─── Data for the task

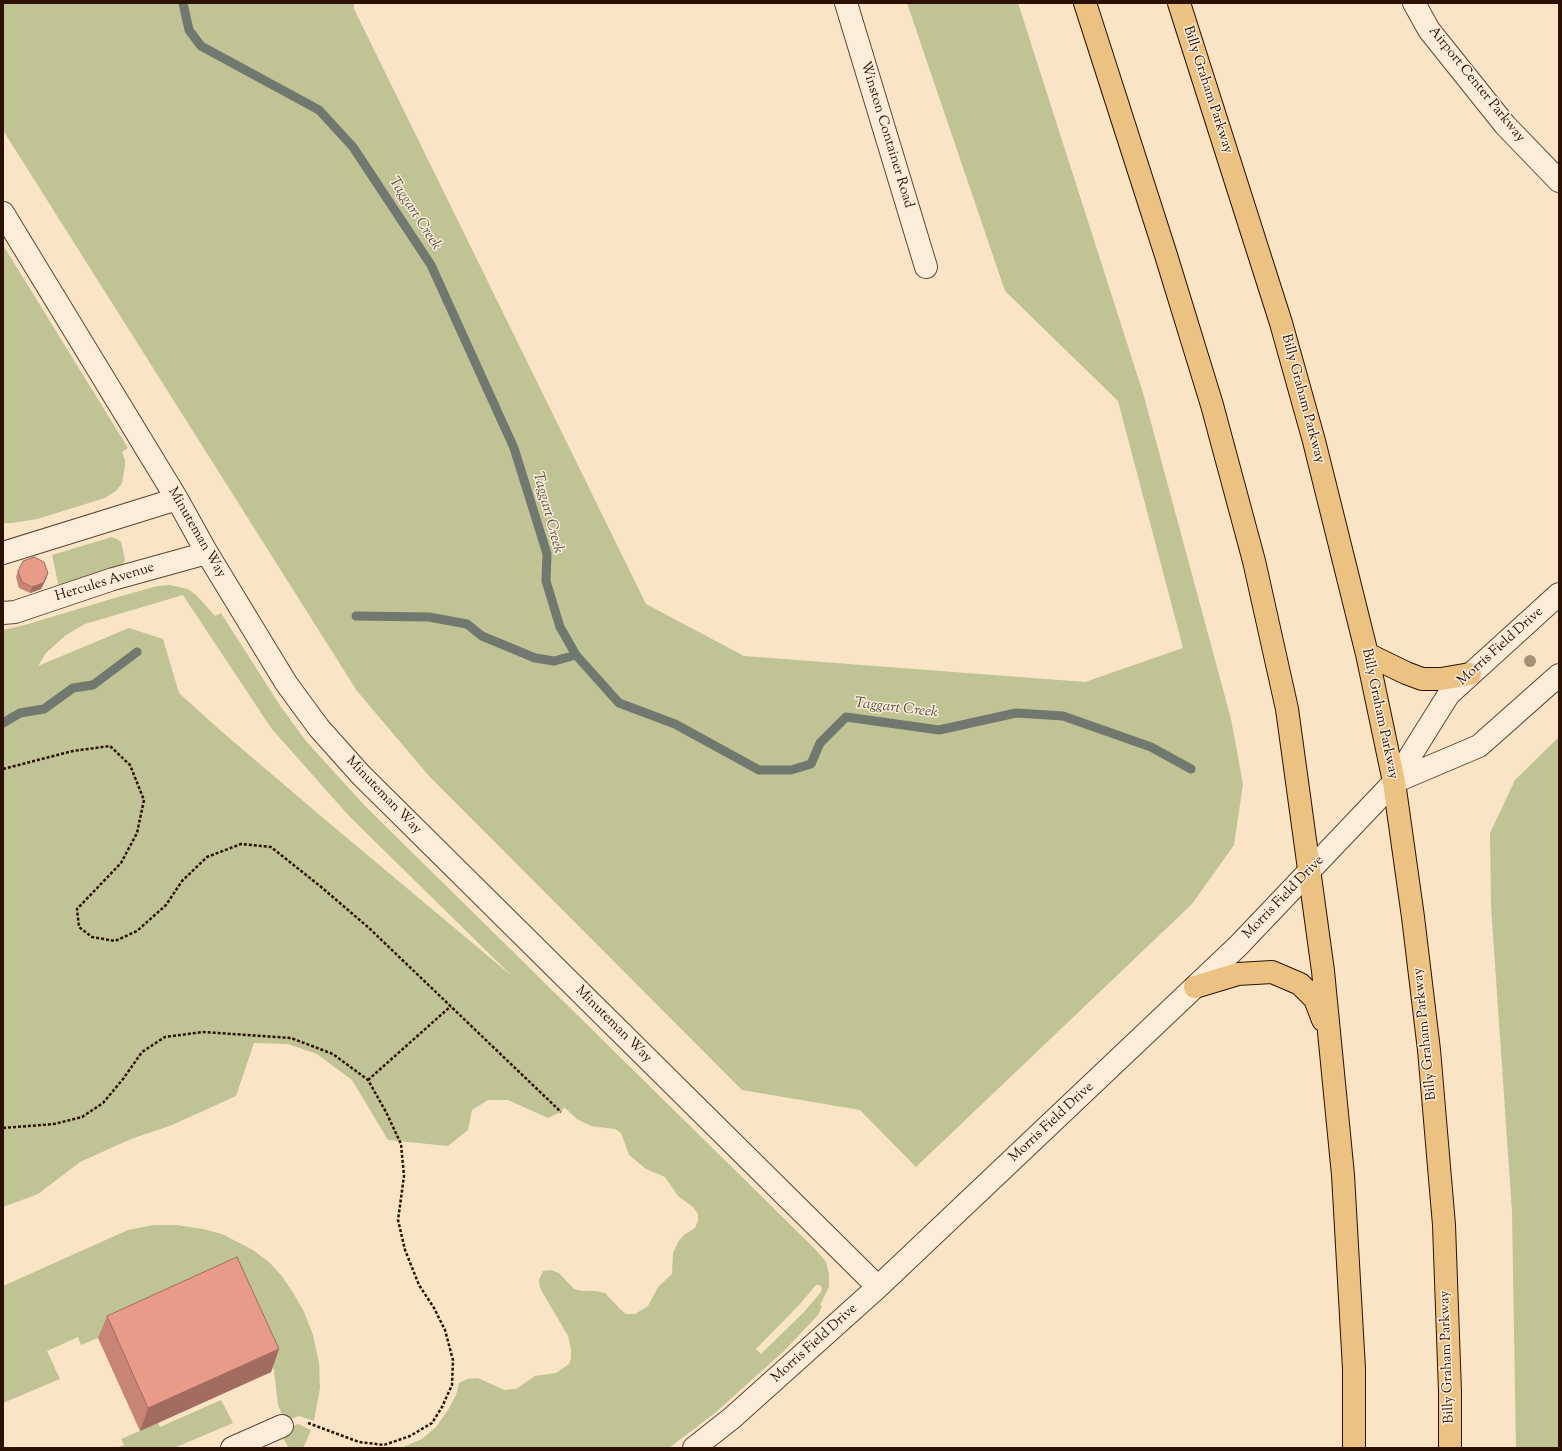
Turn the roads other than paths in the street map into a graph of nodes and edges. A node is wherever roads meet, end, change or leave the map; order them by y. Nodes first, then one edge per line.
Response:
1 (846, 3) edge
2 (1085, 3) edge
3 (1414, 3) edge
4 (1180, 6) edge
5 (1555, 170) edge
6 (3, 213) edge
7 (926, 267) dead end
8 (176, 499) junction
9 (207, 553) junction
10 (3, 554) edge
11 (1559, 594) edge
12 (3, 613) edge
13 (1367, 654) junction
14 (1470, 674) junction
15 (1559, 675) edge
16 (1394, 782) junction
17 (1310, 870) junction
18 (1195, 987) junction
19 (1329, 1036) junction
20 (878, 1287) junction
21 (282, 1426) road end
22 (232, 1448) edge
23 (694, 1448) edge
24 (1354, 1448) edge
25 (1450, 1448) edge

1 - 7 street, Winston Container Road
2 - 17 highway
3 - 5 street, Airport Center Parkway
4 - 13 highway, Billy Graham Parkway
6 - 8 street, Minuteman Way
8 - 9 street, Minuteman Way
8 - 10 street
9 - 12 street, Hercules Avenue
9 - 20 street, Minuteman Way
11 - 14 street, Morris Field Drive
13 - 14 highway
13 - 16 highway, Billy Graham Parkway
14 - 16 street, Morris Field Drive
15 - 16 street, Morris Field Drive
16 - 17 street, Morris Field Drive
16 - 25 highway, Billy Graham Parkway
17 - 18 street, Morris Field Drive
17 - 19 highway
18 - 19 highway
18 - 20 street, Morris Field Drive
19 - 24 highway
20 - 23 street, Morris Field Drive
21 - 22 street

──────

» Task to complete
Where a line above contains the word "Morris", show that line.

» Reply to the task
11 - 14 street, Morris Field Drive
14 - 16 street, Morris Field Drive
15 - 16 street, Morris Field Drive
16 - 17 street, Morris Field Drive
17 - 18 street, Morris Field Drive
18 - 20 street, Morris Field Drive
20 - 23 street, Morris Field Drive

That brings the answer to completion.